Fragility fractures of the proximal femur remain a common source of morbidity and mortality in the United States of America and worldwide. Although definitions vary by center, at our institution we define a fragility fracture as any fracture in a patient over the age of 50 that occurs after a fall from a standing height or similar low energy mechanism [1]. There were 10 million fragility hip fractures worldwide in 2019, with that number expected to nearly double by 2050 [2,3]. Loss of functional status and walking ability is nearly the rule after hip fractures, and many patients lose the ability to live independently. The lifetime risk of a hip fracture in white women is 1 in 6, versus 1 in 9 for breast cancer [4]. Mortality rates after hip fracture approach 10% at 30 days, and rise to nearly 30% by 1 year [5].

The reasons for such poor outcomes are no doubt myriad, with poor baseline health status combining with injury and surgical factors as well as prolonged immobility. Considerable research effort has been aimed at improving poor outcomes and mortality with a focus on expediting surgical treatment of fragility hip fractures. Extensive data shows fewer complications, shorter hospital length of stay, and lower mortality when hip fracture patients have surgery within 48 hours [6].

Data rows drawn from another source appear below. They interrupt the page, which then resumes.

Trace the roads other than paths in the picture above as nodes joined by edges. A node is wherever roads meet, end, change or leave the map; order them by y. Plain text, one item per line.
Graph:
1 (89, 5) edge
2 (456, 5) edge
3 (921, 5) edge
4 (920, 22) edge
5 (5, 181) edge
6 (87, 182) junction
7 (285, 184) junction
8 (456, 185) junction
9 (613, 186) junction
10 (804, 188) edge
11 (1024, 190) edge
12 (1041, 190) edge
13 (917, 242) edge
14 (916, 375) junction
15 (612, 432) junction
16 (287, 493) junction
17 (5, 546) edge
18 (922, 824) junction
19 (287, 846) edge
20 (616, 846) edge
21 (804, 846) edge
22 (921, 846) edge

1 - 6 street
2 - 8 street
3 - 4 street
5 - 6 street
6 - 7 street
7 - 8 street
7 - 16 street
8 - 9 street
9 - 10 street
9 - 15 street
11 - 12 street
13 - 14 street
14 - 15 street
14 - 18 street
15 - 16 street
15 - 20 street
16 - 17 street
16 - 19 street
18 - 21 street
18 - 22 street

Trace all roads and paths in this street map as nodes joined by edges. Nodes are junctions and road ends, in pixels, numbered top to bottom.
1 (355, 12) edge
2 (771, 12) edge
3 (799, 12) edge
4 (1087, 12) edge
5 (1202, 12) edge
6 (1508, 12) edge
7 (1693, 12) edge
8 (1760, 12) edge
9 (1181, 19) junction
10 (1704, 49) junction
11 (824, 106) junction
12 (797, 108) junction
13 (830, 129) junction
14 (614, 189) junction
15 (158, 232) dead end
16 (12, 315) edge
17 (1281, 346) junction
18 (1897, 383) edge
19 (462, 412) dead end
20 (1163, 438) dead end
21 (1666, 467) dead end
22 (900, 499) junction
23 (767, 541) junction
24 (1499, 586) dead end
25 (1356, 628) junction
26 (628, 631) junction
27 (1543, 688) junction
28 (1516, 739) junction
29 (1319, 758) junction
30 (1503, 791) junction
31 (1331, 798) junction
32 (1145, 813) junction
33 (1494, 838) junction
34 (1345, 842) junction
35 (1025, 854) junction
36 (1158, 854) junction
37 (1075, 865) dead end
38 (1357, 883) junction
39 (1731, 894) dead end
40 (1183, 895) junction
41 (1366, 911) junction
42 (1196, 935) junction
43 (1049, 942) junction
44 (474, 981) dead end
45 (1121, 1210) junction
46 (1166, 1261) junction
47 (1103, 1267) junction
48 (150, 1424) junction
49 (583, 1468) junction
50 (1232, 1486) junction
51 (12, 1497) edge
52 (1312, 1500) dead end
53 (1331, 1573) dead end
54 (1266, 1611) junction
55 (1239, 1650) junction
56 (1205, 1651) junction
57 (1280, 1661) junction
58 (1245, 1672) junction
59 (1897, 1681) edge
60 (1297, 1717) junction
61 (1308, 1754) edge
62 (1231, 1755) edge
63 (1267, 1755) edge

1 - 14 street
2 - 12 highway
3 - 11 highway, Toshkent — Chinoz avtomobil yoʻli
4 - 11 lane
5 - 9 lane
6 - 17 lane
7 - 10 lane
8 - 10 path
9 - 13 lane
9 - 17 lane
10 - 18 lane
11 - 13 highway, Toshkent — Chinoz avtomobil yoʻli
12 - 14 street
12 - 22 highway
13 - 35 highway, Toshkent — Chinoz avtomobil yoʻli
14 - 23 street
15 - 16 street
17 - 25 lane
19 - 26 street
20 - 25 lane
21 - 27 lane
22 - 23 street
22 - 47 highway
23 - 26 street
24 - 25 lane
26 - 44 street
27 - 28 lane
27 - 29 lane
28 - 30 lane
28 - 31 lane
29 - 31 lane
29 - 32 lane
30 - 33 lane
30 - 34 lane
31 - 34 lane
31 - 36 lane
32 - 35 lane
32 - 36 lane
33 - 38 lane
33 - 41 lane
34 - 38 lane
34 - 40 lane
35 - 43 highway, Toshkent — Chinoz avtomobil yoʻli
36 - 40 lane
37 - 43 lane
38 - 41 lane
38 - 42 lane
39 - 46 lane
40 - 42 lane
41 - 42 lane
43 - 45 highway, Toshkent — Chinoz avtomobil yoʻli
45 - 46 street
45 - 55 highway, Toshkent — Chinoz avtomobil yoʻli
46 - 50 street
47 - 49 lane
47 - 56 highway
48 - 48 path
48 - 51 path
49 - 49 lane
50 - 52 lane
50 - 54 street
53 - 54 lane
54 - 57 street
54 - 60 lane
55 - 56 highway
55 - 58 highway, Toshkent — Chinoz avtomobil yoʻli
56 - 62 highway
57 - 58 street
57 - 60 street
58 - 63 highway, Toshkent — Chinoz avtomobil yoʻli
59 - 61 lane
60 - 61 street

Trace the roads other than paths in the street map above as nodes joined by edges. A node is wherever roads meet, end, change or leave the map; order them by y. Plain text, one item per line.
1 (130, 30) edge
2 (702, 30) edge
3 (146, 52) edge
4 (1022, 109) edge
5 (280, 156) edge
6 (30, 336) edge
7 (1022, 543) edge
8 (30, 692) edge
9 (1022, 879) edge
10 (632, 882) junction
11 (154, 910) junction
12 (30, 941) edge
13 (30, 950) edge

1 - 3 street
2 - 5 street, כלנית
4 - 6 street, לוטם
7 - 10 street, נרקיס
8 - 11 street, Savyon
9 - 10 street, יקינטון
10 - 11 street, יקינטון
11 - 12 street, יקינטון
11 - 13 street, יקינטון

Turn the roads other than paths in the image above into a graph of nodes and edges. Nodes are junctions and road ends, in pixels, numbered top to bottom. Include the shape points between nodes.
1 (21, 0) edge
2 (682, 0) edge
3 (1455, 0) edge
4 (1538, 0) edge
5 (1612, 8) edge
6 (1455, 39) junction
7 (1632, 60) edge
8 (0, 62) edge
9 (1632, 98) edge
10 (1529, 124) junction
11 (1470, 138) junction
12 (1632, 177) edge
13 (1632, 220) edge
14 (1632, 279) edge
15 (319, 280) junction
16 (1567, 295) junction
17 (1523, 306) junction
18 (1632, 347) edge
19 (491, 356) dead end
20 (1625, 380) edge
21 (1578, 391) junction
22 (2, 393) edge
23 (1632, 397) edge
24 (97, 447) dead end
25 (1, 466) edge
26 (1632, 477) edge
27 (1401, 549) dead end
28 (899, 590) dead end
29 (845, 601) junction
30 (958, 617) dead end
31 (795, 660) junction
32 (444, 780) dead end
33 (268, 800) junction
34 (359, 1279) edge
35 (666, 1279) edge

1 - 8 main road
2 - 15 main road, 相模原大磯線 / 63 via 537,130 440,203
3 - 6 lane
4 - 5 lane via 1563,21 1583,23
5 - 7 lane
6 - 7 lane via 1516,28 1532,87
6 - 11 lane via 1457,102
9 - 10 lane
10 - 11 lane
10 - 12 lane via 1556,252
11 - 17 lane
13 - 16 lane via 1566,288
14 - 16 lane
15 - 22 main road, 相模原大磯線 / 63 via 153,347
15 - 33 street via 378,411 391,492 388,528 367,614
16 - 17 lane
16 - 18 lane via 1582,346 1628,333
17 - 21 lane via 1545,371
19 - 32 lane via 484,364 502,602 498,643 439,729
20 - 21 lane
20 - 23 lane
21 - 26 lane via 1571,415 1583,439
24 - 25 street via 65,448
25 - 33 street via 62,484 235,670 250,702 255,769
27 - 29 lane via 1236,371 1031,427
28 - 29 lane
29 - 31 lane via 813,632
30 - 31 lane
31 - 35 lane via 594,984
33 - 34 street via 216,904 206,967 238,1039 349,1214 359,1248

Reduction of blood loss and transfusion utilization have also been part of the effort to improve outcomes. Hip fracture patients who receive a blood transfusion have nearly a 2.5 times higher risk of mortality at 1 year [7]. Transfusion rates for hip fracture patients vary, but have been reported as high as 64% [8]. Evidence has been mounting in recent years that Tranexamic Acid (TXA) can be a safe and effective tool to limit blood loss and transfusions in total joint arthroplasty patients [9]. Principles learned have also been extended now to fracture patients in general, and fragility hip fracture patients more specifically [8]. Tranexamic acid blocks lysine binding sites on plasminogen, thereby stabilizing existing clots by preventing breakdown of fibrin monomers.

Although more work is required to elucidate the most effective dosing regimen, our data indicates that intravenous administration of 1g TXA upon induction of anesthesia for hip fracture surgery reduces transfusion risk by 65% versus controls, and by 48% versus patients who received locally injected TXA into the surgical incision at closure [1]. We observed no increase in complication risk or venous thromboembolism, which is consistent with prior literature [8]. We also observed a statistically significant reduction in 30 day readmission risk for patients receiving intravenous TXA, but further research is needed to determine any causal relationship.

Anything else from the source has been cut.